1969's "It's the Real Thing" is pretty rancid, "plastic America" at its finest. Though made by studio hacks, the jingle conveys the image of being performed by guys with helmet hair in matching mustard-colored turtlenecks, singing this sort of crap at frat parties and corporate affairs.

1974's "Coke Adds Life" attempts to get funky, with a sound that appears to have been derived from listening to some Chicago and Crusaders LPs, unfortunately. The lyrics get a little weird, actually: are they singing about "tropical fish" at the end? And from 1975 finds Aretha and the Supremes, both in career troughs, enlisted to make a Coke ad soulful. Dense and messy, but the studio band provides some good bottom end, at least.

1982's "Coke Is It", strikes me, at least in the beginning of each verse, as being a melodic rip-off of Antonio Jobim's "Waters of March." Am I crazy? It's the '80s now, so the sound is clean and crisp, showing off the synthesizer and drum machine the studio musicians just bought from a high-end store on Coke's expense budget.

"Always Coca Cola", from 1992, in which one Joey Diggs brings Coke into the Clinton era, and God help us, Coke's discovered hip hop. Well, just a touch--there's some weak beats and some "scratching" noises. This is the sort of anti-music that gets blasted at you before a movie starts, or follows you around a shopping mall like a happy vagrant.

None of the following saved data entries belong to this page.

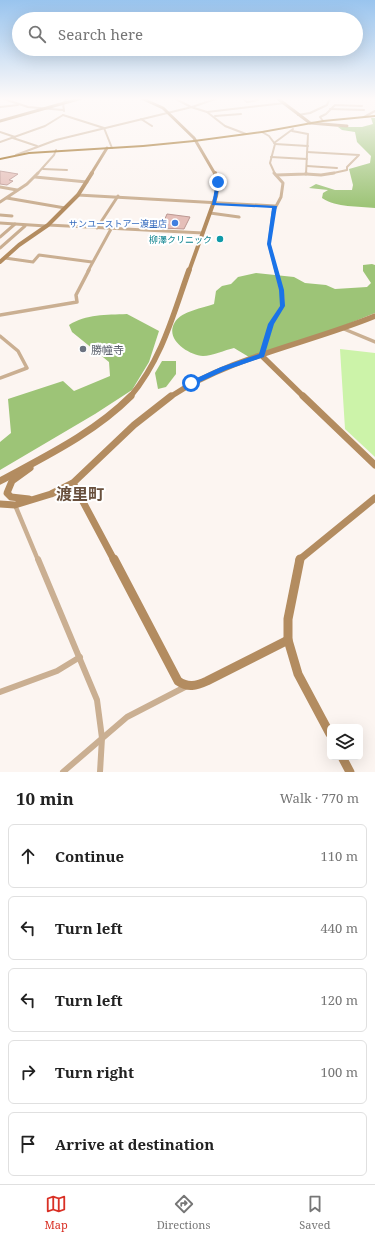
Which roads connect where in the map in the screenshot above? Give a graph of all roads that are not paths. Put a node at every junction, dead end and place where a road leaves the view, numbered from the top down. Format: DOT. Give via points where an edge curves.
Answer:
graph roads {
  1 [pos="6,134"];
  2 [pos="22,134"];
  3 [pos="82,134"];
  4 [pos="106,134"];
  5 [pos="190,134"];
  6 [pos="246,134"];
  7 [pos="266,134"];
  8 [pos="285,134"];
  9 [pos="308,134"];
  10 [pos="14,137"];
  11 [pos="194,141"];
  12 [pos="0,142"];
  13 [pos="275,144"];
  14 [pos="37,146"];
  15 [pos="308,146"];
  16 [pos="109,148"];
  17 [pos="56,151"];
  18 [pos="307,152"];
  19 [pos="16,155"];
  20 [pos="271,157"];
  21 [pos="0,159"];
  22 [pos="307,159"];
  23 [pos="307,166"];
  24 [pos="337,168"];
  25 [pos="42,169"];
  26 [pos="67,170"];
  27 [pos="276,174"];
  28 [pos="306,174"];
  29 [pos="35,177"];
  30 [pos="87,182"];
  31 [pos="0,187"];
  32 [pos="17,190"];
  33 [pos="78,195"];
  34 [pos="118,196"];
  35 [pos="6,198"];
  36 [pos="0,202"];
  37 [pos="214,204"];
  38 [pos="275,206"];
  39 [pos="66,208"];
  40 [pos="210,213"];
  41 [pos="0,215"];
  42 [pos="12,216"];
  43 [pos="239,217"];
  44 [pos="0,223"];
  45 [pos="14,224"];
  46 [pos="25,226"];
  47 [pos="47,226"];
  48 [pos="98,228"];
  49 [pos="111,229"];
  50 [pos="203,233"];
  51 [pos="0,237"];
  52 [pos="0,248"];
  53 [pos="4,258"];
  54 [pos="0,262"];
  55 [pos="92,262"];
  56 [pos="0,315"];
  57 [pos="375,316"];
  58 [pos="344,329"];
  59 [pos="0,336"];
  60 [pos="375,342"];
  61 [pos="262,356"];
  62 [pos="0,378"];
  63 [pos="46,454"];
  64 [pos="375,465"];
  65 [pos="0,481"];
  66 [pos="74,483"];
  67 [pos="375,498"];
  68 [pos="34,500"];
  69 [pos="0,504"];
  70 [pos="15,505"];
  71 [pos="288,640"];
  72 [pos="80,657"];
  73 [pos="185,687"];
  74 [pos="0,692"];
  75 [pos="327,728"];
  76 [pos="102,738"];
  77 [pos="344,760"];
  78 [pos="63,772"];
  79 [pos="100,772"];
  80 [pos="350,772"];
  1 -- 10 [label="street"];
  2 -- 10 [label="street"];
  3 -- 14 [label="street"];
  4 -- 16 [label="street"];
  5 -- 11 [label="street"];
  6 -- 11 [label="highway"];
  7 -- 13 [label="street"];
  8 -- 13 [label="street"];
  9 -- 15 [label="street"];
  10 -- 12 [label="street"];
  10 -- 14 [label="street"];
  11 -- 16 [label="highway"];
  11 -- 37 [label="street" via="216,174 218,191"];
  13 -- 15 [label="street"];
  13 -- 20 [label="street" via="275,152"];
  14 -- 19 [label="street"];
  15 -- 18 [label="street"];
  16 -- 17 [label="highway"];
  16 -- 30 [label="street"];
  17 -- 19 [label="highway"];
  17 -- 25 [label="street"];
  18 -- 22 [label="street"];
  18 -- 28 [label="street" via="360,155 347,170 321,175"];
  19 -- 21 [label="highway"];
  20 -- 22 [label="street"];
  20 -- 27 [label="street" via="271,169"];
  22 -- 23 [label="street"];
  23 -- 24 [label="street"];
  23 -- 28 [label="street"];
  25 -- 26 [label="street"];
  25 -- 29 [label="street"];
  27 -- 28 [label="street"];
  27 -- 38 [label="street" via="283,187 282,197"];
  29 -- 30 [label="street"];
  29 -- 32 [label="street"];
  30 -- 33 [label="street"];
  31 -- 32 [label="street"];
  32 -- 35 [label="street"];
  33 -- 34 [label="street"];
  33 -- 39 [label="street"];
  34 -- 37 [label="street"];
  34 -- 48 [label="street"];
  35 -- 36 [label="street"];
  35 -- 39 [label="street"];
  37 -- 38 [label="street"];
  37 -- 40 [label="street"];
  38 -- 61 [label="street" via="269,244 282,290 282,306 271,324"];
  39 -- 47 [label="street"];
  40 -- 43 [label="street"];
  40 -- 50 [label="street"];
  41 -- 42 [label="street"];
  44 -- 45 [label="street"];
  45 -- 46 [label="street"];
  45 -- 51 [label="street"];
  46 -- 47 [label="street"];
  46 -- 52 [label="street"];
  47 -- 48 [label="street"];
  47 -- 53 [label="street"];
  48 -- 49 [label="street"];
  49 -- 50 [label="street"];
  49 -- 55 [label="street"];
  50 -- 63 [label="street" via="152,371 129,399 105,420"];
  53 -- 54 [label="street"];
  53 -- 55 [label="street" via="33,262 40,256"];
  55 -- 56 [label="street" via="76,295 77,302"];
  57 -- 58 [label="street"];
  58 -- 60 [label="street"];
  58 -- 61 [label="street"];
  59 -- 62 [label="street" via="18,351 27,368"];
  61 -- 64 [label="street"];
  61 -- 66 [label="street" via="224,368 191,383 162,402 134,425"];
  63 -- 65 [label="street"];
  63 -- 68 [label="street" via="7,486 6,493 11,497"];
  66 -- 68 [label="street"];
  66 -- 73 [label="street" via="178,681"];
  67 -- 71 [label="street" via="300,558 288,619"];
  68 -- 70 [label="street"];
  69 -- 70 [label="street"];
  70 -- 72 [label="street"];
  71 -- 73 [label="street" via="194,687"];
  71 -- 75 [label="street" via="298,674"];
  72 -- 74 [label="street" via="57,671"];
  72 -- 76 [label="street" via="97,700"];
  73 -- 76 [label="street" via="127,717"];
  76 -- 78 [label="street"];
  76 -- 79 [label="street"];
  77 -- 80 [label="street"];
}
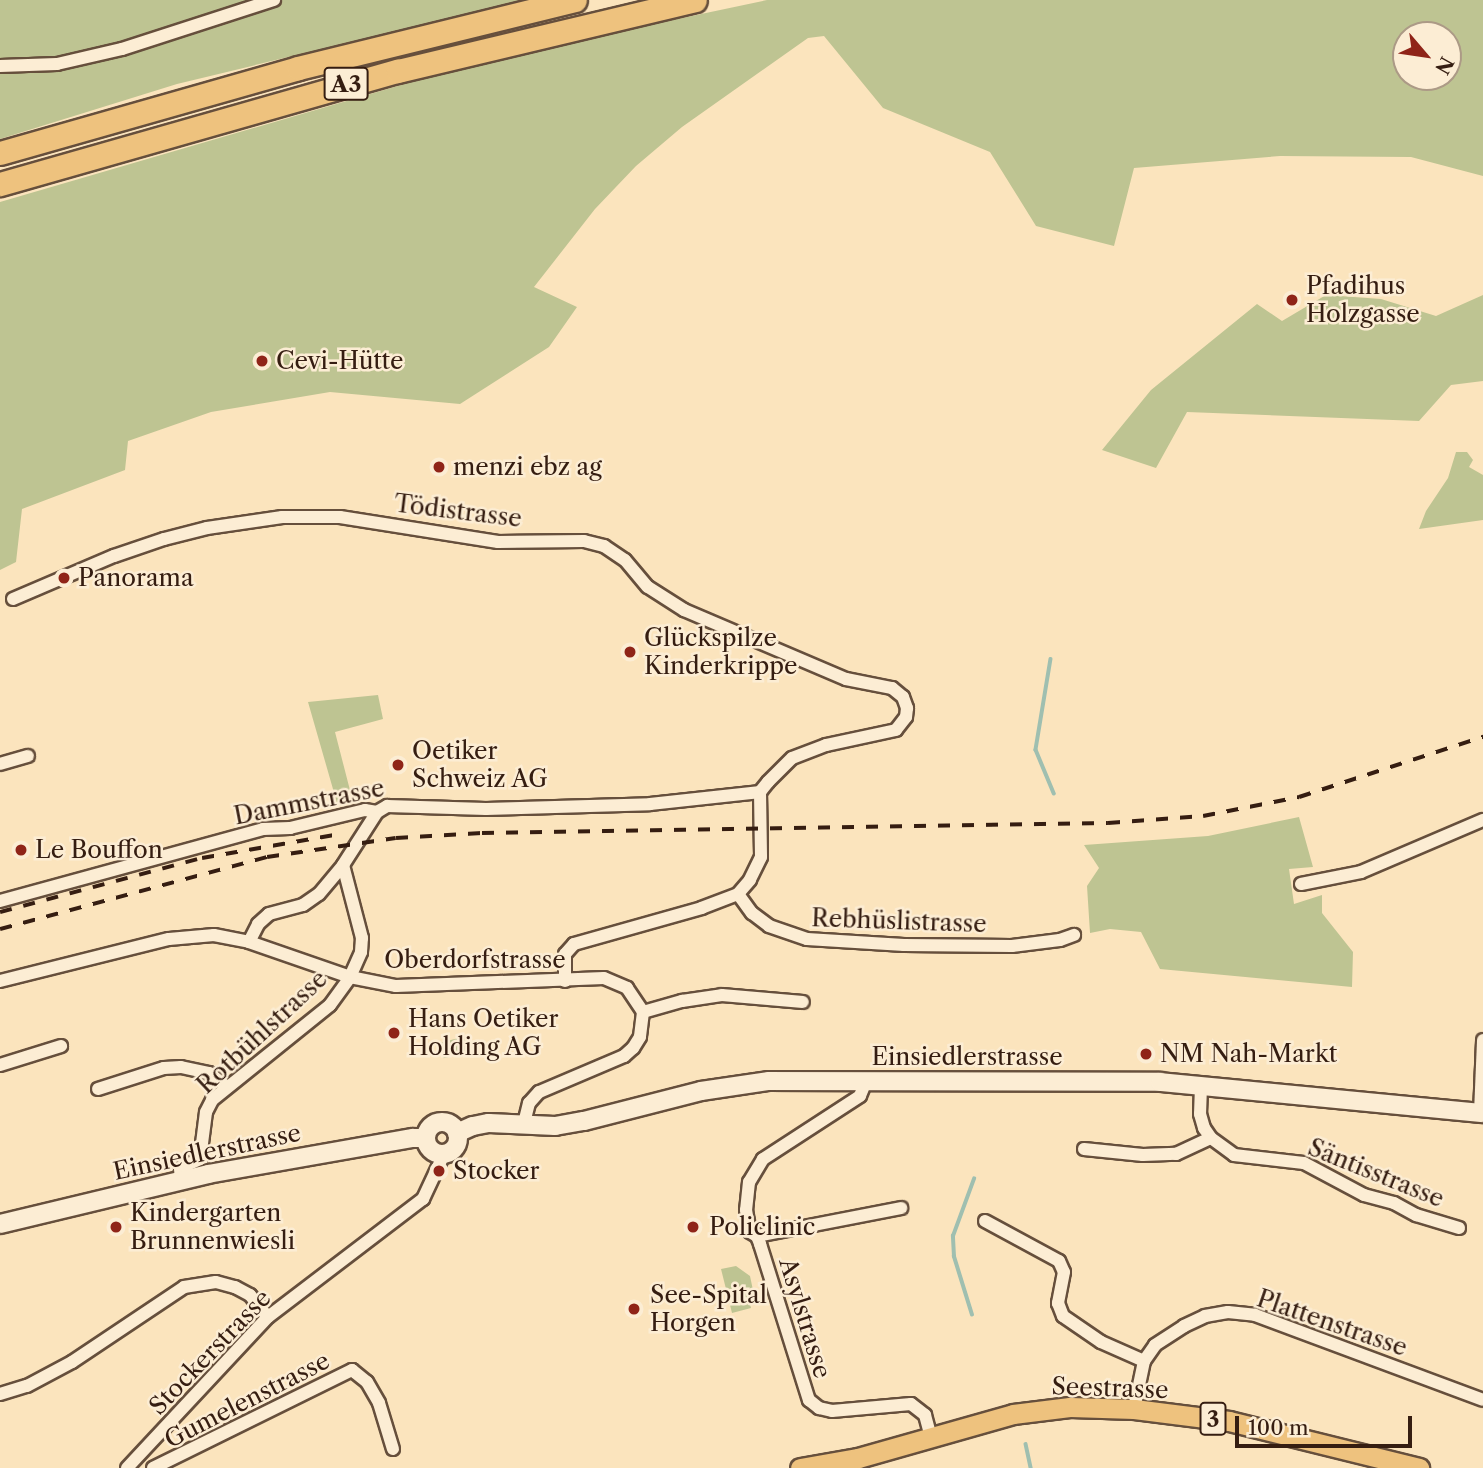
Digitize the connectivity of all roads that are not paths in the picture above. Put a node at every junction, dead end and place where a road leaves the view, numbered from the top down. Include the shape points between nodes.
1 (274, 0) edge
2 (575, 0) edge
3 (695, 0) edge
4 (0, 66) edge
5 (0, 153) edge
6 (0, 184) edge
7 (13, 599) dead end
8 (28, 756) dead end
9 (0, 764) edge
10 (760, 792) junction
11 (377, 812) junction
12 (1483, 820) edge
13 (346, 861) junction
14 (1301, 884) dead end
15 (738, 894) junction
16 (0, 901) edge
17 (1074, 935) dead end
18 (249, 942) junction
19 (350, 977) junction
20 (0, 981) edge
21 (565, 981) junction
22 (803, 1002) dead end
23 (643, 1012) junction
24 (1483, 1040) edge
25 (61, 1046) dead end
26 (0, 1065) edge
27 (866, 1082) junction
28 (1201, 1086) junction
29 (227, 1087) junction
30 (98, 1089) dead end
31 (1481, 1113) edge
32 (524, 1123) junction
33 (457, 1133) junction
34 (426, 1138) junction
35 (1211, 1138) junction
36 (1084, 1149) dead end
37 (444, 1154) junction
38 (181, 1180) junction
39 (901, 1208) dead end
40 (985, 1221) dead end
41 (0, 1224) edge
42 (1460, 1228) dead end
43 (757, 1237) junction
44 (268, 1317) junction
45 (1143, 1362) junction
46 (0, 1394) edge
47 (1483, 1400) edge
48 (1134, 1409) junction
49 (931, 1438) junction
50 (393, 1450) dead end
51 (131, 1464) edge
52 (152, 1468) edge
53 (800, 1468) edge
54 (1419, 1468) edge

1 - 4 street via 57,64
2 - 5 highway, A3 via 298,68
3 - 6 highway, A3 via 373,77
7 - 10 street, Tödistrasse via 164,539 282,517 340,517 498,542 584,541 604,546 625,560 648,587 684,610 846,679 892,688 903,698 906,717 896,730 826,745 792,758
8 - 9 street
10 - 11 street, Dammstrasse via 650,804 486,809 387,806
10 - 15 street via 761,858
11 - 13 street
11 - 16 street, Dammstrasse via 365,810 290,828 262,829
12 - 14 street via 1361,872
13 - 18 street via 319,894 303,905 270,914
13 - 19 street, Rotbühlstrasse via 362,938
15 - 17 street, Rebhüslistrasse via 769,926 807,939 1003,946
15 - 21 street via 574,944 565,954
18 - 19 street, Oberdorfstrasse
18 - 20 street, Oberdorfstrasse via 192,935
19 - 21 street, Oberdorfstrasse via 396,986
19 - 29 street, Rotbühlstrasse via 330,1005
21 - 23 street, Oberdorfstrasse via 604,978 616,982 637,999
22 - 23 street via 722,995 682,1000
23 - 32 street via 640,1037 624,1056 539,1092 529,1103
24 - 31 street
25 - 26 street
27 - 28 main road, Einsiedlerstrasse
27 - 32 main road, Einsiedlerstrasse via 769,1081 701,1091 555,1126
27 - 43 street, Asylstrasse via 860,1096 763,1159 755,1169 745,1198 750,1232
28 - 31 main road, Einsiedlerstrasse
28 - 35 street via 1200,1114
29 - 30 street via 209,1073 181,1067
29 - 38 street, Rotbühlstrasse via 206,1112 200,1159 180,1168
32 - 33 main road, Einsiedlerstrasse via 476,1125
33 - 34 main road via 451,1125 437,1123
33 - 37 main road via 457,1144
34 - 37 main road via 432,1150
34 - 38 main road, Einsiedlerstrasse
35 - 36 street via 1176,1154
35 - 42 street, Säntisstrasse via 1234,1155 1316,1167 1364,1195
37 - 44 street, Stockerstrasse via 423,1199
38 - 41 main road, Einsiedlerstrasse
39 - 43 street
40 - 45 street via 1059,1261 1064,1272 1058,1308 1063,1316 1101,1342
43 - 49 street, Asylstrasse via 813,1405 832,1411 911,1404 925,1415
44 - 46 street via 250,1295 235,1286 216,1282 184,1286 72,1362
44 - 51 street, Stockerstrasse
45 - 47 street, Plattenstrasse via 1155,1345 1184,1326 1205,1316 1241,1314
45 - 48 street
48 - 49 main road, Seestrasse / 3 via 1049,1409
48 - 54 main road, Seestrasse / 3 via 1272,1429
49 - 53 main road, Seestrasse / 3
50 - 52 street, Gumelenstrasse via 379,1403 367,1381 352,1370
51 - 52 street, Gumelenstrasse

1998: Bill Clinton steels himself for another humiliating round with a slug of Diet Coke

And 2001's "Life Tastes Good" brings us close to the present day--we've got some ProTooled guitars, a Sheryl Crow soundalike, and a beat designed to serve as the pulse to a rapidly-edited montage of characters from "Laguna Beach" dancing and imbibing Coke.

Pepsi run, Iraq 2004

Empty Bottle

First things--an extra precaution for this post:

Coca-Cola and Coke are registered trademarks of the Coca-Cola company. Pepsi is a registered trademark of Pepsico. This site is in absolutely no way affiliated with either of them, and has no intentions of ever doing so.

So, the big question: Coke or Pepsi? For me, there's no choice but Coke. Pepsi to Coke is like Cracked magazine to Mad magazine, Burger King to McDonalds, "Mad About You" to "Seinfeld", Newsweek to Time--there's just something second-place ingrained in the drink. Plus it's too sweet.